On Getting Old

I turned 42 last week.

The day itself was fine. There were friends (less than previous years) and family (less than previous years) and the usual barrage of Facebook notifications that someone you hadn’t interacted with in twelve months had been kind enough to type two words and maybe an emoji to mark the big occasion. There were no phone calls though, they seem to be communicative relics of a bygone age where a spare moment may be dedicated to speaking with one person, not broadcasting to the whole internet as it is now. (and no, the irony of writing that in a Web log isn’t lost on me; I am as guilty as the next)

But the next day, 24 hours in to this new, older life was tough. There was just me. Me and my 42 year old body with it’s aches, failings, unavoidable signs of ageing. Me and my own mind, 42 years old yet filled either with the wisdom of ages (and the weight encumbant with that knowledge; knowledge of decay, death, destruction of all that is held dear) or filled with the thoughts of the inner child, with basic needs and desires and no thought of cause or effect.

A day spent in isolation, recollecting the past and pondering a future that gets shorter by the hour. It wasn’t morbidity that plagued me that day, but the inescapable truth that whilst there are surely good days to come, they will be fewer than those that have already gone. The nagging certainty that with effort and application unbounded my healthiest days are still behind me. The terrifying knowing that no one lives forever, and whilst it may still be an eternity before your own time is up there are those around you who will go first and leave unfillable holes in whatever is left of your life.

So what to do with this knowledge? How best to acknowledge a future so full of unknowable certainties?

As Dylan Thomas will atest, going gently in to that good night is no way to go at all. But the alternative, to fight the unwinnable battle against the passing of time, takes an energy and effort far greater than anything required in my first four decades. To win back my health means starting from a point lower than ever before, far below the y axis of any previous graph for measuring my body’s capabilities. To enjoy to their fullest those few remaining relationships marks a turning point from passive friendships and familiar familial geniality to working at loving and talking and being present, at a time when others’ lives take a turn away from the road that your on to boot.

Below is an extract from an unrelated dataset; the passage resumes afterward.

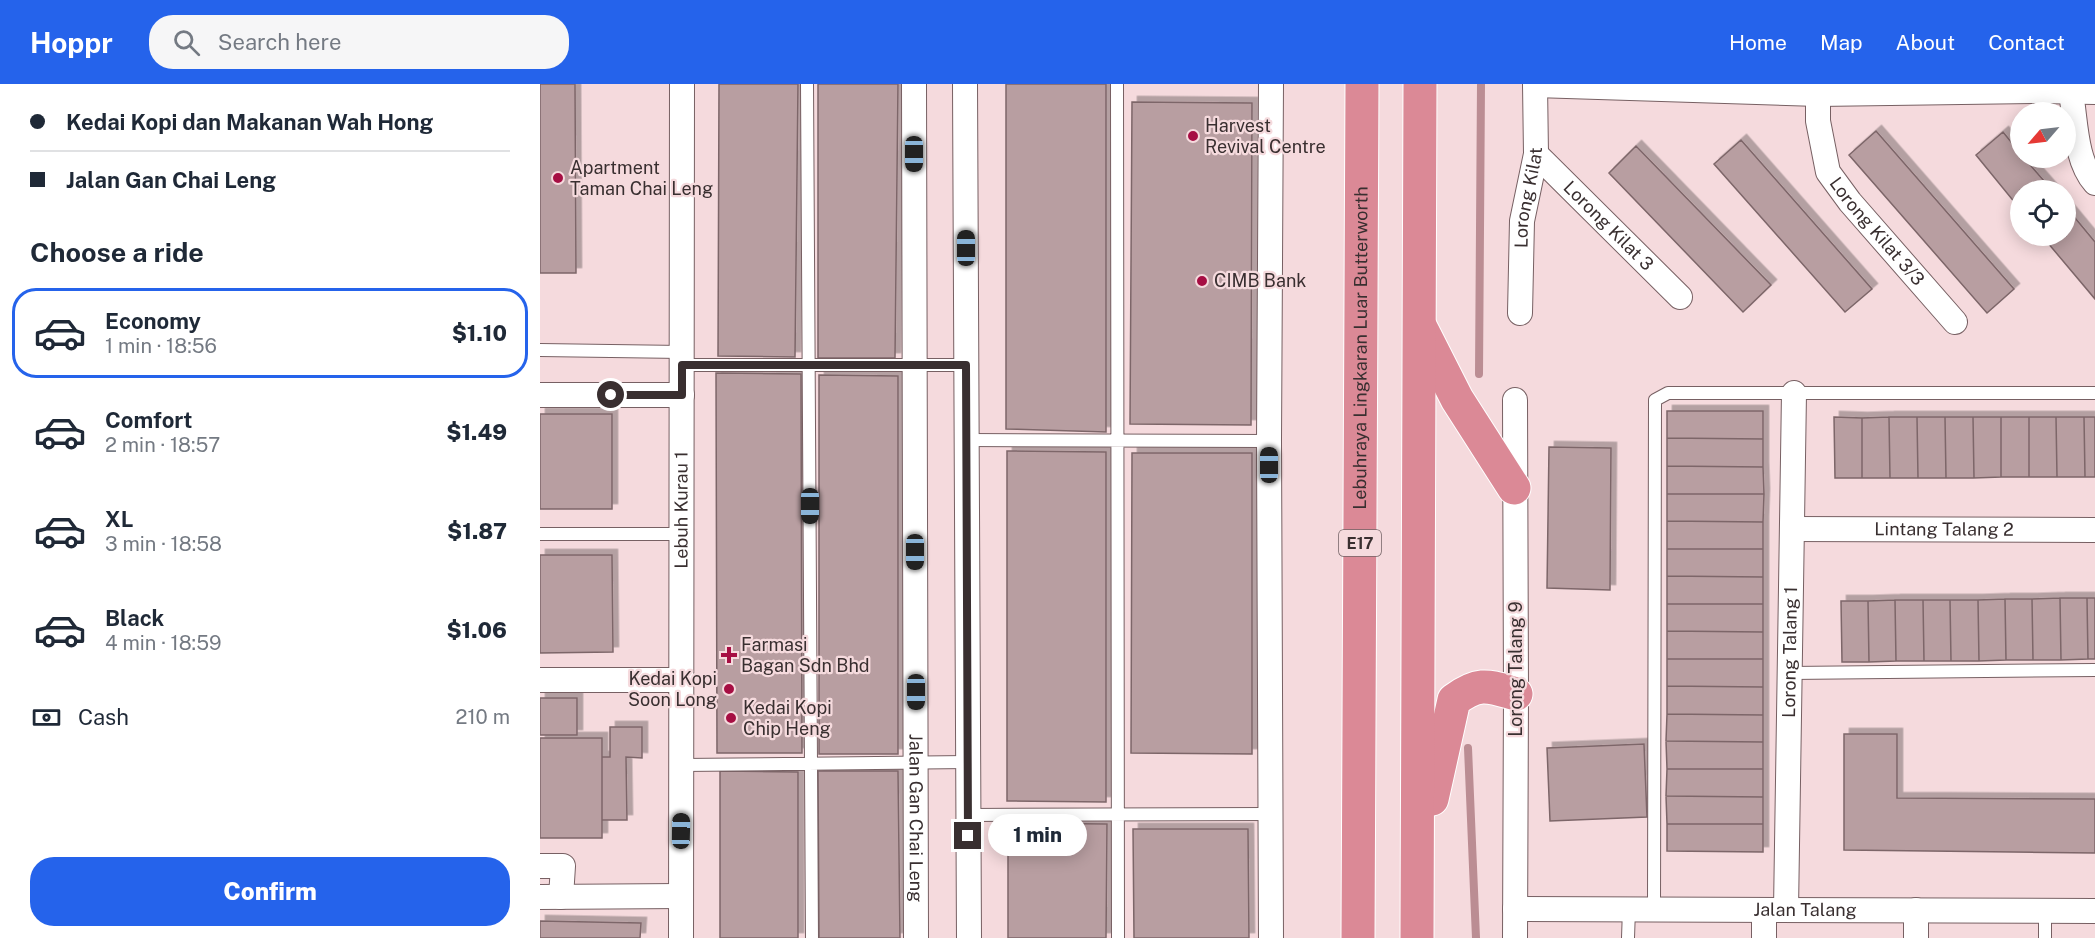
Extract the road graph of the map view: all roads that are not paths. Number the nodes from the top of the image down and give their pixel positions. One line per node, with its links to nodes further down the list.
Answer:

And yet, there is no choice. Once you know what I now know, that nothing is forever, it makes each remaining second wasted a crime against yourself. A theft of opportunity, the murder of hopes and of dreams. And so Dylan was right, there’s nothing gentle about entering the second half of your time and it requires rage to stoke the fire and blaze your way in to later life.

To quote another great philosopher, Andy Dufrain of Shawshank Prison, it’s time to “get busy living or get busy dying”; and if you’re going to be busy either way you might as well try and live right up until end.

“Do not go gentle into that good night,
Old age should burn and rave at close of day;
Rage, rage against the dying of the light.”